Nach Angaben der Staatsanwaltschaft ermitteln die Behörden bereits seit mehr als zwei Jahren gegen die „Confraternity Black Axe“in Deutschland, die wohl aufgrund der einschlägigen Migrationsrouten insbesondere in Bayern zu finden ist. „Allerdings haben die begangenen Straftaten keinen echten örtlichen Bezug. Wir sprechen von einer Art kriminellem Homeoffice, weil für die Durchführung der Internetkriminalität der Wohnort keine Rolle spielt“, sagte Kraus. Die Ermittlungen stellen laut Staatsanwaltschaft das erste grundlegende Verfahren gegen eine nigerianische Confraternity in Deutschland dar.
Nach Auskunft der Ermittler nutzte „Black Axe“auch den Deckmantel
eines vorgeblich sozial orientierten Vereins, der seinen offiziellen Sitz in Norddeutschland hat. „Nach den bisherigen Erkenntnissen handelt es sich dabei nur um eine Tarnung, um die hinter diesem Verein stehenden Strukturen zu verschleiern“, heißt es aus dem LKA. Ein früheres Vorstandsmitglied des Vereins ist ein 30 Jahre alter Mann, der seit einigen Jahren in Augsburg lebt. Offenbar richtete sich die Razzia in der Stadt vor allem gegen ihn, nach Informationen unserer Redaktion ist er einer der Verdächtigen und sitzt inzwischen in Untersuchungshaft, so wie die zehn weiteren Festgesetzten ebenfalls. Wie ein Sprecher des Landeskriminalamts auf Anfrage bestätigt, seien in der Stadt vier Objekte durchsucht worden, darunter eine Asylunterkunft. Auch im Oberallgäu sei eine Asylunterkunft durchsucht worden, Festnahmen habe es dort aber nicht gegeben.
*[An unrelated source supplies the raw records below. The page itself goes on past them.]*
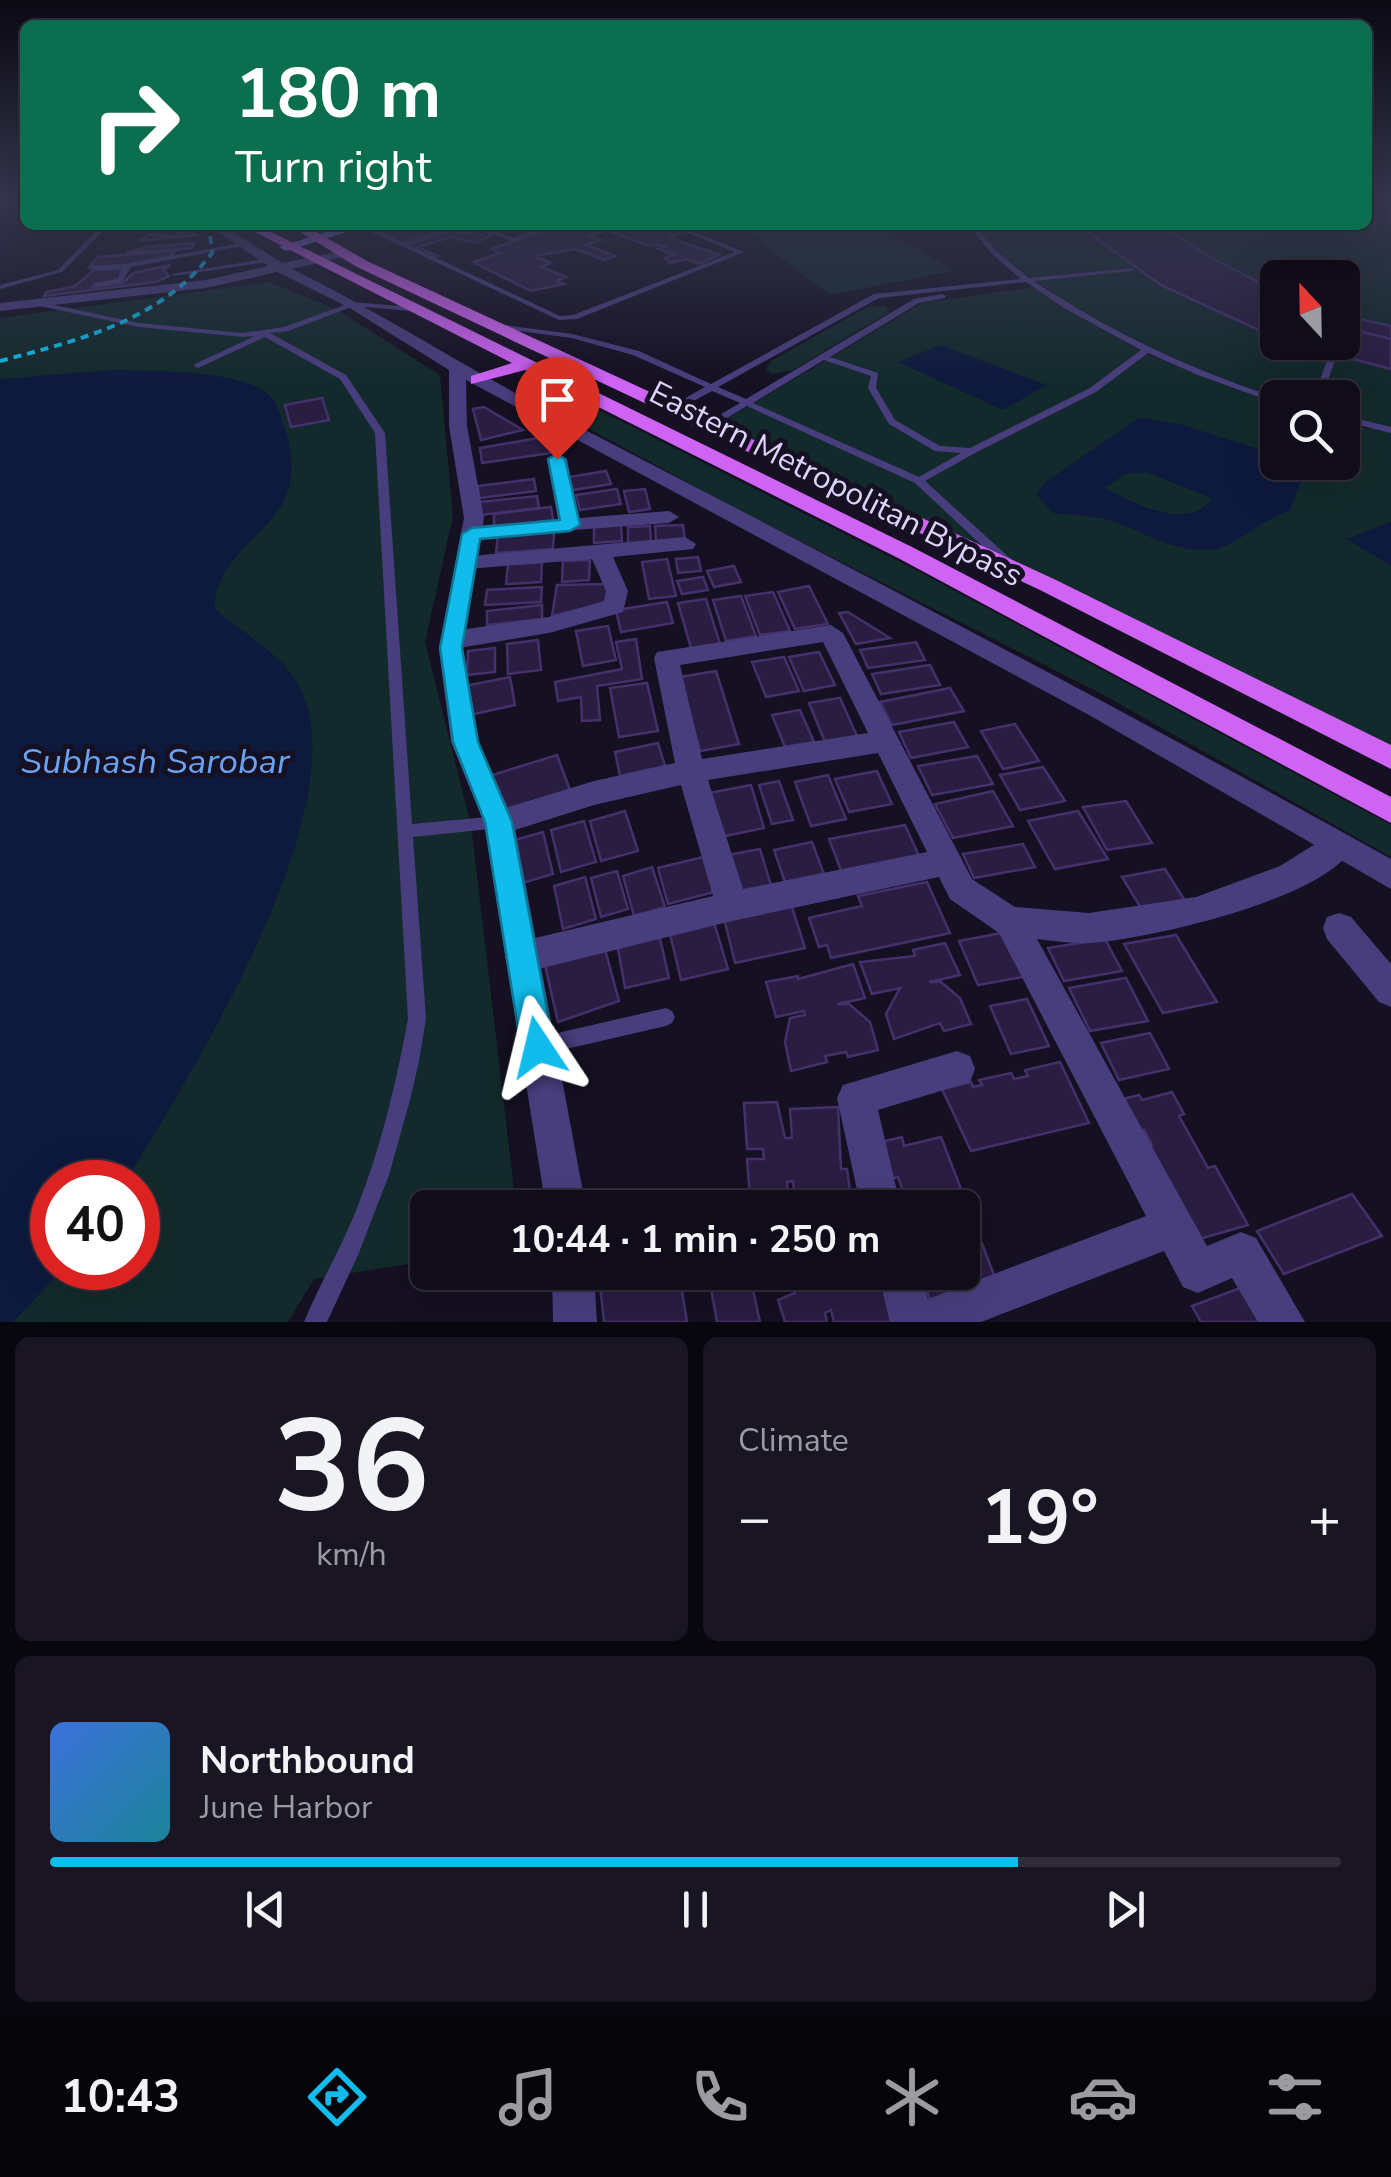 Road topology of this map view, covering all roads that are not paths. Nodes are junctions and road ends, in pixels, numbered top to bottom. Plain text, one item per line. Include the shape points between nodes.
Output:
1 (72, 260) edge
2 (163, 260) edge
3 (248, 260) edge
4 (264, 260) edge
5 (287, 260) edge
6 (304, 260) edge
7 (321, 260) edge
8 (356, 260) edge
9 (429, 260) edge
10 (721, 260) edge
11 (1009, 260) edge
12 (314, 262) junction
13 (129, 266) junction
14 (92, 268) dead end
15 (1136, 272) dead end
16 (174, 274) dead end
17 (1034, 282) junction
18 (97, 285) dead end
19 (0, 286) edge
20 (38, 303) junction
21 (354, 304) junction
22 (0, 307) edge
23 (411, 309) junction
24 (495, 326) junction
25 (265, 334) junction
26 (1146, 350) junction
27 (823, 357) junction
28 (1331, 360) dead end
29 (524, 364) junction
30 (198, 366) dead end
31 (467, 374) junction
32 (1324, 380) edge
33 (712, 388) junction
34 (1260, 394) edge
35 (746, 403) junction
36 (674, 408) junction
37 (1360, 422) edge
38 (709, 424) junction
39 (1391, 430) edge
40 (972, 451) junction
41 (557, 459) dead end
42 (919, 481) junction
43 (669, 517) dead end
44 (570, 525) junction
45 (685, 544) dead end
46 (470, 548) junction
47 (600, 551) junction
48 (1015, 570) junction
49 (453, 640) junction
50 (888, 741) junction
51 (1391, 758) edge
52 (691, 772) junction
53 (1391, 811) edge
54 (499, 822) junction
55 (407, 831) junction
56 (1339, 845) junction
57 (949, 861) junction
58 (1391, 875) edge
59 (732, 906) junction
60 (1010, 922) junction
61 (1338, 928) dead end
62 (522, 957) junction
63 (1391, 990) edge
64 (666, 1017) dead end
65 (538, 1047) junction
66 (957, 1069) dead end
67 (563, 1190) edge
68 (876, 1190) edge
69 (1174, 1227) junction
70 (574, 1290) edge
71 (903, 1290) edge
72 (315, 1322) edge
73 (575, 1322) edge
74 (912, 1322) edge
75 (924, 1322) edge
76 (1283, 1322) edge

1 - 19 lane via 60,272
2 - 13 lane
3 - 16 lane
4 - 20 street via 206,284
5 - 21 street
6 - 12 street
7 - 12 street
8 - 24 main road, Eastern Metropolitan Bypass
9 - 10 lane via 559,318
11 - 17 lane
12 - 23 main road, Eastern Metropolitan Bypass
13 - 14 lane
13 - 18 lane via 120,281
15 - 17 lane
17 - 26 lane
17 - 27 lane via 916,301
17 - 33 lane via 878,296
20 - 22 street
20 - 25 lane via 160,328
21 - 23 lane
21 - 25 lane
21 - 31 street
23 - 29 main road, Eastern Metropolitan Bypass
24 - 33 lane via 572,336 636,354
24 - 36 main road, Eastern Metropolitan Bypass
25 - 30 lane
25 - 55 lane via 343,377 380,433
26 - 34 lane
26 - 40 lane via 1093,390
27 - 35 lane
27 - 40 lane via 875,375 872,388 892,422 938,449
28 - 32 lane
29 - 31 main road
29 - 53 main road, Eastern Metropolitan Bypass via 906,553
31 - 46 street via 458,426 474,518
31 - 56 street via 1098,708
33 - 35 lane
33 - 36 lane
35 - 38 lane
35 - 42 lane
36 - 38 main road, Eastern Metropolitan Bypass
37 - 39 lane
38 - 48 main road, Eastern Metropolitan Bypass
40 - 42 lane
41 - 44 street
42 - 48 lane
43 - 44 street
44 - 46 street
45 - 47 street
46 - 47 street
46 - 49 street
47 - 49 street via 616,592 614,606
48 - 51 main road, Eastern Metropolitan Bypass
49 - 54 street via 465,742
50 - 52 street
50 - 52 street via 832,633 810,634 666,658
50 - 57 street
52 - 54 street
52 - 59 street
54 - 55 lane
54 - 62 street
55 - 72 lane via 417,1019 404,1103 374,1196
56 - 58 street
56 - 60 street via 1291,876 1196,912 1089,928
57 - 59 street
57 - 60 street via 961,889
59 - 62 street
60 - 69 street
61 - 63 street
62 - 65 street
64 - 65 lane
65 - 67 street
66 - 68 street via 856,1098
69 - 75 street
69 - 76 street via 1198,1272 1241,1254
70 - 73 street
71 - 74 street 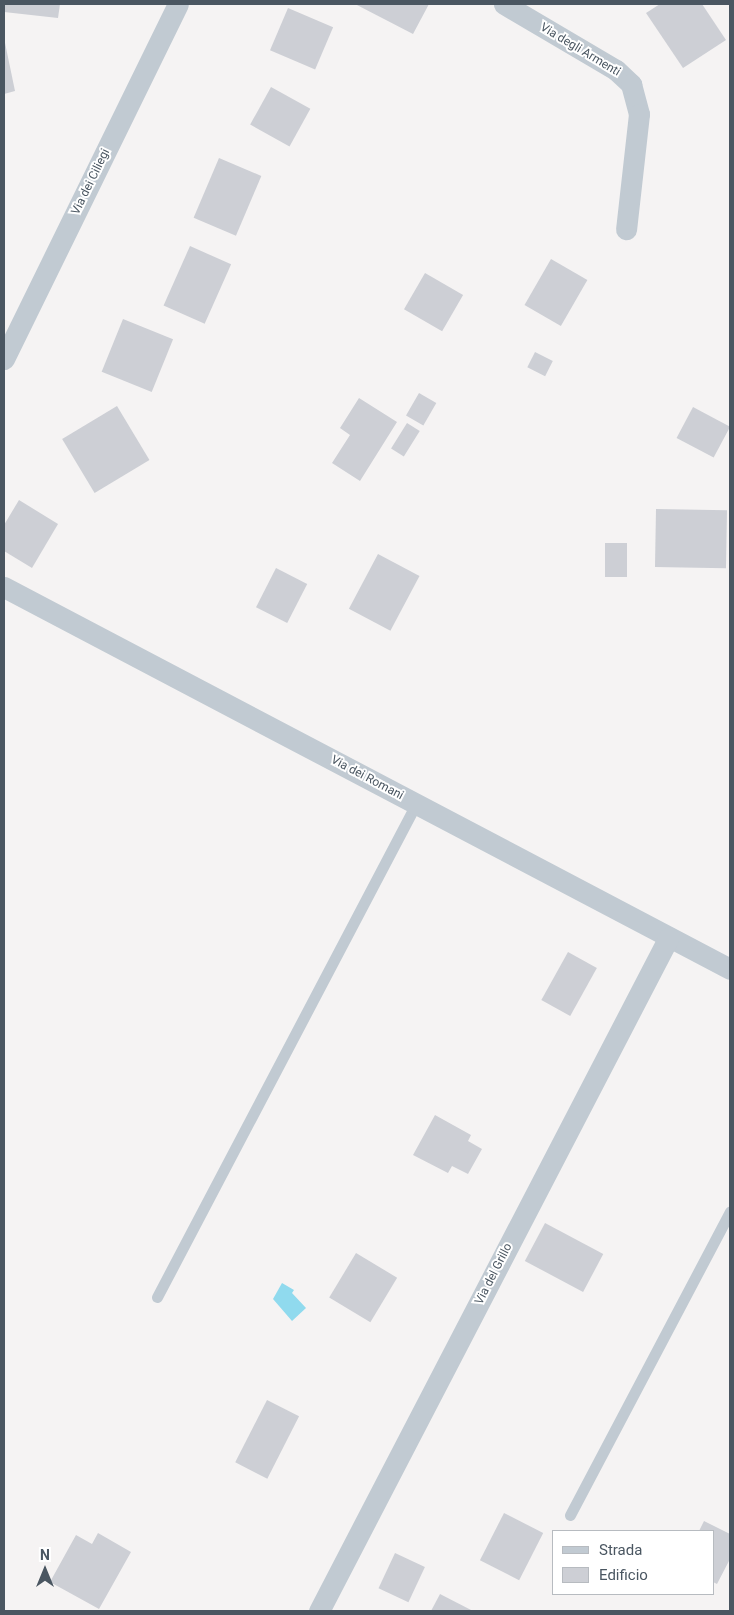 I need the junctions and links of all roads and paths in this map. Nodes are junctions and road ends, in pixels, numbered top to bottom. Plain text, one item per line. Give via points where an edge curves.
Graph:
1 (178, 4) edge
2 (504, 4) edge
3 (626, 228) dead end
4 (4, 360) edge
5 (4, 587) edge
6 (416, 804) junction
7 (669, 937) junction
8 (730, 969) edge
9 (730, 1212) edge
10 (157, 1297) dead end
11 (570, 1515) dead end
12 (319, 1611) edge

1 - 4 street, Via dei Ciliegi
2 - 3 street, Via degli Armenti via 616,70 631,84 639,114
5 - 6 street, Via dei Romani
6 - 7 street, Via dei Romani
6 - 10 lane
7 - 8 street, Via dei Romani
7 - 12 street, Via del Grillo
9 - 11 lane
Zeugen hatten am Dienstagvormittag ein größeres Aufgebot vermummter Polizeibeamter im Augsburger Stadtteil Pfersee beobachtet; die Einsatzkräfte sammelten sich zunächst an einer Kreuzung, ehe sie in Richtung eines Wohnhauses anrückten. Offiziell bestätigen wollte die Polizei zunächst nicht, dass dieser Einsatz in Zusammenhang mit der Großrazzia stand. Nach Informationen unserer Redaktion allerdings lebt in der Straße eine Frau, die denselben seltenen Nachnamen wie der 30 Jahre alte Verdächtige trägt. Einträge auf Facebook zeigen den Mann mit einer Frau beim Ringtausch – wahrscheinlich also, dass die Ermittler hier auch die Wohnanschrift seiner Ehefrau durchsuchten. Daneben durchforsteten sie nach Informationen unserer Redaktion die Adresse des Mannes in der Innenstadt. Ob der vermeintlich gemeinnützige Verein und die mutmaßlichen Kriminellen weitere Verbindungen nach Augsburg haben, ist noch unbekannt. Fotos im Internet zeigen eine Spendenübergabe von vor drei Jahren – damals überreichten Verantwortliche des Vereins einen Scheck über 500 Euro an eine soziale Einrichtung in der Region.
Asylunterkünfte in Augsburg und im Allgäu durchsucht.